To support Daffodil plugins, I think we could have a new sbt-daffodil setting 
that defines daffodil plugin dependencies and each subproject would mutate that 
to depend on the right version.

So an alternative SBT configuration might look something like this:

    name := "myFormat"

    version := "1.0.0"

    libraryDependencies := Seq(...) // normal non-plugin dependencies

    enablePlugin(DaffodilPlugin)

    daffodlPluginDependencies := Seq(
      "com.example.layers" %% "checksum" % "1.0.0"
    )

    daffodilProjectVersion("3.11.0")

    daffodilProjectVersion("4.0.0")


That would create subprojects for 3.11.0 and 4.0.0, so you could do something 
like:

    sbt daffodil3110/test

    sbt daffodil400/test

And something like "sbt publish" would publish the main schema jar and saved 
parsers if configured.

Each of those subprojects would depend on the "checksum" plugin but they would depend on a slightly 
modified names (e.g. "checksum_daffodil3110" vs "checksum_daffodil400"). Additional 
features would be needed to publish plugins with multiple versions and mutate the name to match. I imagine 
that would work similar to the multiple subprojects.

I think there's still alot of details to work out, and it needs some testing to 
figure out if it will actually work, but I think in theory it's possible to not 
require branches so common code and tests can be easily shared and all tests 
run without needing to change branches. And I think it could be done without 
too much boilerplate.

- Steve


On 2025-09-03 08:17 AM, Mike Beckerle wrote:
+1 for creating a 4.0.0 release

To me the biggest thing needed is not anything to hold up the release,
it's documentation on how to evolve a DFDL schema project on github
(or similar) and package server (e.g., like Artifactory) in such a way
that it can be maintained to work with Daffodil 3.7.0, 3.10.0, 3.11.0,
and 4.0.0 (and
subsequent) releases simultaneously, easily rebuilt and tested in
regression, etc. I pick those because the API (specifically packages)
changed after 3.7.0, 3.10.0 is the last of the Scala 2.12 releases,
3.11.0 is Scala 2.13, and 4.0.0 is Scala 3.

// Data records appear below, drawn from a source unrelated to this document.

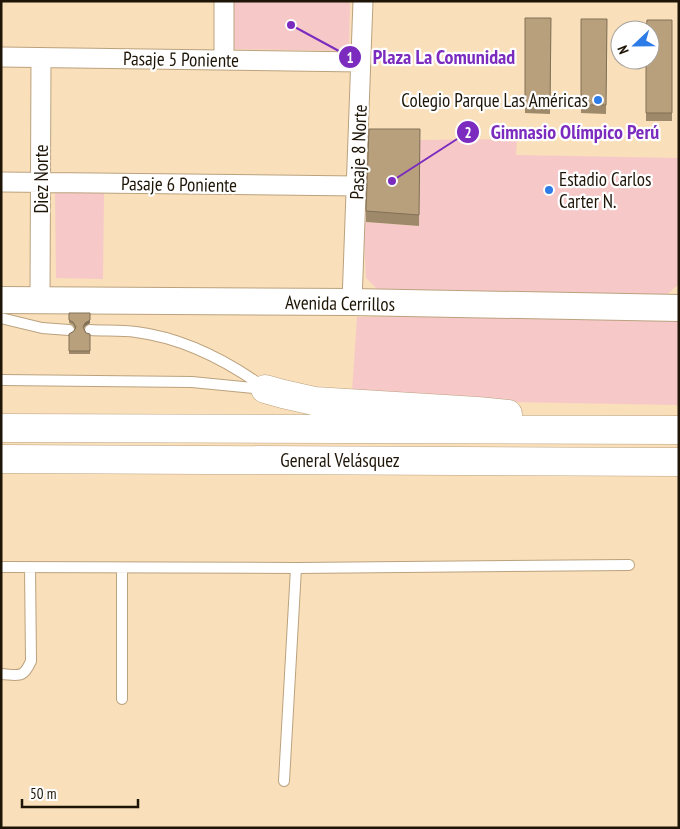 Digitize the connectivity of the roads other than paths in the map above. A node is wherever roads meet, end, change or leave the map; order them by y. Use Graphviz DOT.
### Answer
graph roads {
  1 [pos="224,1"];
  2 [pos="363,1"];
  3 [pos="1,57"];
  4 [pos="41,58"];
  5 [pos="224,60"];
  6 [pos="361,62"];
  7 [pos="1,182"];
  8 [pos="41,182"];
  9 [pos="357,186"];
  10 [pos="1,300"];
  11 [pos="40,300"];
  12 [pos="352,302"];
  13 [pos="679,308"];
  14 [pos="1,318"];
  15 [pos="69,330"];
  16 [pos="90,330"];
  17 [pos="1,380"];
  18 [pos="266,389"];
  19 [pos="1,428"];
  20 [pos="606,430"];
  21 [pos="674,430"];
  22 [pos="1,459"];
  23 [pos="675,462"];
  24 [pos="629,565"];
  25 [pos="1,567"];
  26 [pos="30,567"];
  27 [pos="122,568"];
  28 [pos="296,568"];
  29 [pos="1,674"];
  30 [pos="122,698"];
  31 [pos="284,780"];
  1 -- 5 [label="street"];
  2 -- 6 [label="street, Pasaje 8 Norte"];
  3 -- 4 [label="street, Pasaje 5 Poniente"];
  4 -- 5 [label="street, Pasaje 5 Poniente"];
  4 -- 8 [label="street, Diez Norte"];
  5 -- 6 [label="street, Pasaje 5 Poniente"];
  6 -- 9 [label="street, Pasaje 8 Norte"];
  7 -- 8 [label="street, Pasaje 6 Poniente"];
  8 -- 9 [label="street, Pasaje 6 Poniente"];
  8 -- 11 [label="street, Diez Norte"];
  9 -- 12 [label="street, Pasaje 8 Norte"];
  10 -- 11 [label="main road, Avenida Cerrillos"];
  11 -- 12 [label="main road, Avenida Cerrillos"];
  12 -- 13 [label="main road, Avenida Cerrillos"];
  14 -- 15 [label="lane"];
  16 -- 18 [label="lane"];
  17 -- 18 [label="lane"];
  18 -- 20 [label="highway"];
  19 -- 20 [label="highway, General Velásquez"];
  20 -- 21 [label="highway, General Velásquez"];
  22 -- 23 [label="highway, General Velásquez"];
  24 -- 28 [label="lane"];
  25 -- 26 [label="lane"];
  26 -- 27 [label="lane"];
  26 -- 29 [label="lane"];
  27 -- 28 [label="lane"];
  27 -- 30 [label="lane"];
  28 -- 31 [label="lane"];
} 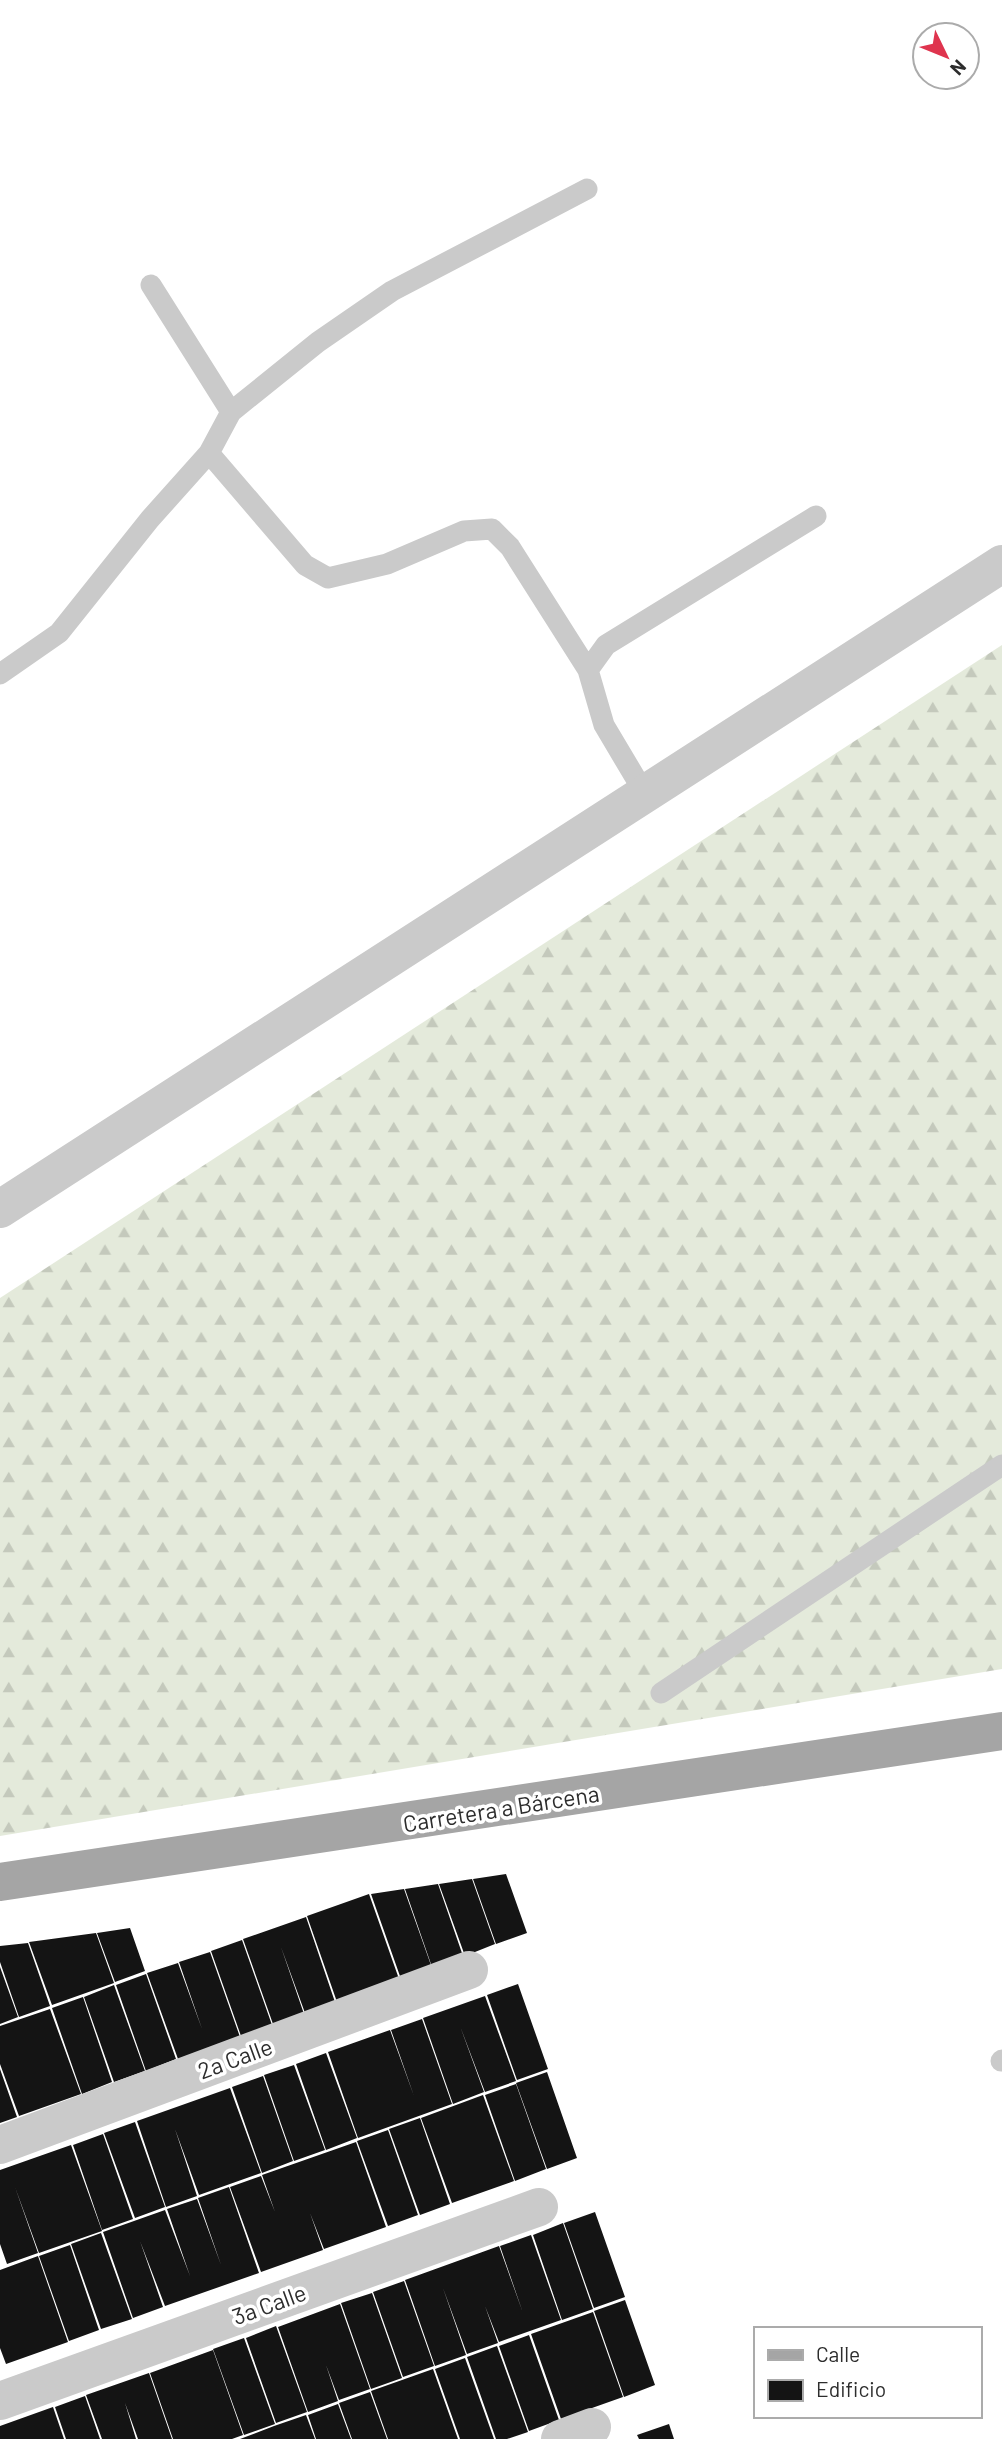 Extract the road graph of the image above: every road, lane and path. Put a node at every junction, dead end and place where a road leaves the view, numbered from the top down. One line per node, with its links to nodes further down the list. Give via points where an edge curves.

There are two scenarios - First is a pure schema - single component.
The DFDLSchemas FakeTDL is one such.

The second is a complex multi-component schema.  The PCAP schema on
DFDLSchemas is such. It uses EthernetIP as a component and that has a
Daffodil layer extension to compute IPv4 checksums. This should
illustrate all the challenges.

I think this methodology is going to require use of multiple git
branches, since there are clearly code changes required for the
layers. I think these use only standard TDML tests however, so ad-hoc
test rigs shouldn't muddy the waters. But despite these git branches,
much of the schema will be independent of them, and an objective
should be to share what can be shared so as not to do too much cross-branch 
duplication of changes.







On Tue, Sep 2, 2025 at 3:03 PM Steve Lawrence <slawre...@apache.org> wrote:

Hi all,

Although Daffodil 3.11.0 was release fairly recently, the current
main branch of Daffodil has a number of major improvements, including
switching to Scala 3, dropping official support for Java 8 and 11, a
much improved API, and a number of important bug fixes. With these
major changes complete, I think now would be a good time to release
Daffodil 4.0.0.

For reference, here is a page that describes all the breaking changes
and how to migrate to the new API:

https://daffodil.apache.org/migration-guides/4.0.0/

We should also plan to release the Daffodil SBT plugin 1.5.0
concurrently, since it has modifications needed to work with Daffodil
4.0.0.

There are a dozen or so open pull requests to update dependencies
that I think we can merge in the coming days in time for 4.0.0.
Please let us know if there are any other issues you think should be
fixed.

If there are no additional changes or objections, I will volunteer as
the release manager and plan to start the vote on Monday, Sep 8.